*** EXTRACTED MATERIAL Section Begins ***

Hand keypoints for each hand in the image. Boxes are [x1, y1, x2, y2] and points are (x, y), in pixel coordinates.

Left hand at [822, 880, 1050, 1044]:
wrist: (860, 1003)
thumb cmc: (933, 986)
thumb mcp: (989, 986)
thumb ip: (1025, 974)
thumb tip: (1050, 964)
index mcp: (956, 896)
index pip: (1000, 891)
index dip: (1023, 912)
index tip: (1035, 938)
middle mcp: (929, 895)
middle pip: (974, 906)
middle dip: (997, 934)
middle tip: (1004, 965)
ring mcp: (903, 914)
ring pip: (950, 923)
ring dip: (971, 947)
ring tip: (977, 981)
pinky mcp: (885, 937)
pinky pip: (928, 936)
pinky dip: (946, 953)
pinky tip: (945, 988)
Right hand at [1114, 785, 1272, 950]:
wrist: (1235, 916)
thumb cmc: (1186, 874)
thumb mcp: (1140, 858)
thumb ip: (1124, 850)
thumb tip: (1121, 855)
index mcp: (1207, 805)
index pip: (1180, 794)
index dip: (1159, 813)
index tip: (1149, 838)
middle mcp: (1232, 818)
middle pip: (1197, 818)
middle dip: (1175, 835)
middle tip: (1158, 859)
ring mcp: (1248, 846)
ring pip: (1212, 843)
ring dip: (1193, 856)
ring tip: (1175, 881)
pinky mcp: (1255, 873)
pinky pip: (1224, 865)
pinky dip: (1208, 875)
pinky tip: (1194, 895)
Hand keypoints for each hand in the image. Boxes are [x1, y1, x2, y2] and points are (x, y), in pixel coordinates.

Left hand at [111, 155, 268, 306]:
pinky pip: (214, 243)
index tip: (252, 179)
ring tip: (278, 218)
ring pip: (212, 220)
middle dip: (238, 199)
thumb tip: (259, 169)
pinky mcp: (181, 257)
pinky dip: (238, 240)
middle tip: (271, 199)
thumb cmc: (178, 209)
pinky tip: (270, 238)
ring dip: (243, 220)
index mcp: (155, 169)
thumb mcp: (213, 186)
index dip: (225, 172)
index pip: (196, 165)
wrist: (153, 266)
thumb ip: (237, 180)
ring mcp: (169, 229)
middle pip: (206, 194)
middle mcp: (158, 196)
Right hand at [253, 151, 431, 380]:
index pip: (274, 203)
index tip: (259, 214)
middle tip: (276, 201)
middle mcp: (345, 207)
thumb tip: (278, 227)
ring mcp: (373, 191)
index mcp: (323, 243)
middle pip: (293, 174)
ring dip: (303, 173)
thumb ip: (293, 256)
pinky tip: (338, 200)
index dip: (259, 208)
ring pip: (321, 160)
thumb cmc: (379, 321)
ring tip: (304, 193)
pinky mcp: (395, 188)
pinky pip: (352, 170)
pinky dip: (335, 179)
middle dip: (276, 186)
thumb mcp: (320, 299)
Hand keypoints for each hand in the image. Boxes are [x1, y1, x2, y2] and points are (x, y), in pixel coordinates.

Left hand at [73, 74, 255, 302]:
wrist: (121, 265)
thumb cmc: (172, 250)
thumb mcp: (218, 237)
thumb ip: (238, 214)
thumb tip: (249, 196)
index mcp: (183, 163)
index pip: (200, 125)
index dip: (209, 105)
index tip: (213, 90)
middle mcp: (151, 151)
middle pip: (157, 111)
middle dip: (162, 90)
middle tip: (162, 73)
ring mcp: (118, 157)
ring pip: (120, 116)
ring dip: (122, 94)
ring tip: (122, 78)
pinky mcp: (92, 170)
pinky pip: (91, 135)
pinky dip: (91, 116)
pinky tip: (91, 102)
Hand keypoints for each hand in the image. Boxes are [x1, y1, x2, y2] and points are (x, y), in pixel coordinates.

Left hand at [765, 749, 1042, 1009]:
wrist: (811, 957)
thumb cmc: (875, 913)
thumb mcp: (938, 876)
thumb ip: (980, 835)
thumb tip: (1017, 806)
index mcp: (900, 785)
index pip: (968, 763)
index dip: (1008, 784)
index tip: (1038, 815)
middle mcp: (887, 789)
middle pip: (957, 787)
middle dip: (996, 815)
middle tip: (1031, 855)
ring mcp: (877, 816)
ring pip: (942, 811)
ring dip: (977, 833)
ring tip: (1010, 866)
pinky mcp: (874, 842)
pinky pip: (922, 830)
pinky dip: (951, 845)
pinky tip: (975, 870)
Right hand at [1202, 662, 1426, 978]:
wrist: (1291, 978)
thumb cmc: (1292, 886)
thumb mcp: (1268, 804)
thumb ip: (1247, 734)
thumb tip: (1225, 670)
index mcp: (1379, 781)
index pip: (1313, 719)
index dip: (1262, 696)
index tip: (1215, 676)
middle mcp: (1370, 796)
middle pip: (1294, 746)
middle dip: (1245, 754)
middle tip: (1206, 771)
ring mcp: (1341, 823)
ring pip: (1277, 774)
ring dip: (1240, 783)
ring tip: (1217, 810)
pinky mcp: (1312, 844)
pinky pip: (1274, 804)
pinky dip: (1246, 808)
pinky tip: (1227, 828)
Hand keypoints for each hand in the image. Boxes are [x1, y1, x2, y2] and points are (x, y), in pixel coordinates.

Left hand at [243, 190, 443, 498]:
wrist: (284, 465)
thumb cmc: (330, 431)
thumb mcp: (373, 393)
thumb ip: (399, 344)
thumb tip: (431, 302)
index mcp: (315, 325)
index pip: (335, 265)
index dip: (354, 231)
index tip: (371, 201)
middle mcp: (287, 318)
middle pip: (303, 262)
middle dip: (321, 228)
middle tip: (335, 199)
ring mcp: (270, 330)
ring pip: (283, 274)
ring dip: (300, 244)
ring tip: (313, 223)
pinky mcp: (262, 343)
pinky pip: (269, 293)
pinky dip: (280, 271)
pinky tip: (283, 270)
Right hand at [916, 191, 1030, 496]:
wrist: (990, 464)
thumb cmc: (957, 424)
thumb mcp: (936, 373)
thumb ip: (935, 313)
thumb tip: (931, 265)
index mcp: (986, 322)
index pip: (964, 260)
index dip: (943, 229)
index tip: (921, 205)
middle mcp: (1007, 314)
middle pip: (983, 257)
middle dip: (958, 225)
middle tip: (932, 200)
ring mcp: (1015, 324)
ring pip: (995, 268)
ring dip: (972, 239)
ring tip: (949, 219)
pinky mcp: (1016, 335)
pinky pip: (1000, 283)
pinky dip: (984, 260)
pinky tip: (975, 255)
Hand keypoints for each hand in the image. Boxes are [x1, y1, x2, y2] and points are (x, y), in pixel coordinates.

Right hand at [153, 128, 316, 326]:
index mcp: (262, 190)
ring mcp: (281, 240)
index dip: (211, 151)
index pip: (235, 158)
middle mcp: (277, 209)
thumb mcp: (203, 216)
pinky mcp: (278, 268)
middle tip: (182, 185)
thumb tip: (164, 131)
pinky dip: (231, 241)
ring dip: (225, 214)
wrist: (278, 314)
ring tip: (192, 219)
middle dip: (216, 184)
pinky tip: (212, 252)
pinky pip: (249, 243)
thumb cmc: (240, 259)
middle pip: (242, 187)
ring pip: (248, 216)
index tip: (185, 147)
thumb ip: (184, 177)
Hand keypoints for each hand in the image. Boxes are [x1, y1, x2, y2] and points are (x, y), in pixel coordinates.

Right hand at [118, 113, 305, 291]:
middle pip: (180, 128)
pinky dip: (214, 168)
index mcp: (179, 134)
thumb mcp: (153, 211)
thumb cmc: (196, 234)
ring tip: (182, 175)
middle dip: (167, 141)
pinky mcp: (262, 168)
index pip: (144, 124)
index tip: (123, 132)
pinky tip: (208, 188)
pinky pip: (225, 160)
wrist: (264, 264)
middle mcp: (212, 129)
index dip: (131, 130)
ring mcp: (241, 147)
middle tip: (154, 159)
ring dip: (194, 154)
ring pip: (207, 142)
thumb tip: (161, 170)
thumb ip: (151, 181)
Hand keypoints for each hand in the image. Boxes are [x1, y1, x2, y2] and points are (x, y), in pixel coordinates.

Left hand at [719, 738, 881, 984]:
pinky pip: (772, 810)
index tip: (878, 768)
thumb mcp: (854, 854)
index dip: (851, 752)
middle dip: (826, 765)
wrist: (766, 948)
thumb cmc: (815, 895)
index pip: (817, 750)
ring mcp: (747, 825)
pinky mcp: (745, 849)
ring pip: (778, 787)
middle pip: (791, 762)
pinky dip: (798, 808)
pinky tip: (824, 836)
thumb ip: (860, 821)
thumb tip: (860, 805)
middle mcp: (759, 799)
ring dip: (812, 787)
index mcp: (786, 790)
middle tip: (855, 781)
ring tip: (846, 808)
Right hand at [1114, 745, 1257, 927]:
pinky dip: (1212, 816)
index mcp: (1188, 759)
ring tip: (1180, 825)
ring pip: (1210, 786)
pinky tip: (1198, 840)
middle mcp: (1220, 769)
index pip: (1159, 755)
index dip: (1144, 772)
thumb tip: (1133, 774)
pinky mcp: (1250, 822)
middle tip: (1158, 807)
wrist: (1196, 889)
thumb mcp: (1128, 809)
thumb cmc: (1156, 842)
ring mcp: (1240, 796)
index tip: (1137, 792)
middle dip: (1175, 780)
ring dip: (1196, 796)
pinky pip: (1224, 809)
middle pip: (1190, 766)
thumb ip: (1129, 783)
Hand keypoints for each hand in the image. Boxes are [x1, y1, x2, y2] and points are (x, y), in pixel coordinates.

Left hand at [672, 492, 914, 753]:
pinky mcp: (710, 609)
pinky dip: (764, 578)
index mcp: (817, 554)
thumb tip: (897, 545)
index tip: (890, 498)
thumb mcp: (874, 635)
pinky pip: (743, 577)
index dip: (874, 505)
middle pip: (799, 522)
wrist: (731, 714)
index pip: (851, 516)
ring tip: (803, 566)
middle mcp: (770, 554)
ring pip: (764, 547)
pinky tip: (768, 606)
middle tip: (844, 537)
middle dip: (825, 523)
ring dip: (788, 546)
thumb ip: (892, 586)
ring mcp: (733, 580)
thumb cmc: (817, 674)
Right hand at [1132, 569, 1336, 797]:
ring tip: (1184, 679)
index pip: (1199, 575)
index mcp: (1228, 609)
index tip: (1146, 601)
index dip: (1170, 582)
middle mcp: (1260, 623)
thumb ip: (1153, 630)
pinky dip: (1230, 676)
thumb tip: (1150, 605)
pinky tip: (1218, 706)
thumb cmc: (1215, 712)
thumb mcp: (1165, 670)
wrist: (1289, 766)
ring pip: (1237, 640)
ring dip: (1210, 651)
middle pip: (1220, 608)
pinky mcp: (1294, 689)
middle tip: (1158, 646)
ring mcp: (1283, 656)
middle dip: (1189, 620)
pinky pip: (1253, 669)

*** EXTRACTED MATERIAL Section Ends ***

**TASK TO CARRY OUT:** For this task, write out exactly the lines of the entries above, starting at the line with "ring tip: (313, 223)" and ending at the line with "ring mcp: (1015, 324)", both included, and no others.

**RESULT OF THIS EXERCISE:**
ring tip: (313, 223)
pinky mcp: (262, 343)
pinky pip: (269, 293)
pinky dip: (280, 271)
pinky tip: (283, 270)
Right hand at [916, 191, 1030, 496]:
wrist: (990, 464)
thumb cmc: (957, 424)
thumb mcp: (936, 373)
thumb ip: (935, 313)
thumb tip: (931, 265)
index mcp: (986, 322)
index pip: (964, 260)
index dip: (943, 229)
index tip: (921, 205)
middle mcp: (1007, 314)
middle pip: (983, 257)
middle dip: (958, 225)
middle tip: (932, 200)
ring mcp: (1015, 324)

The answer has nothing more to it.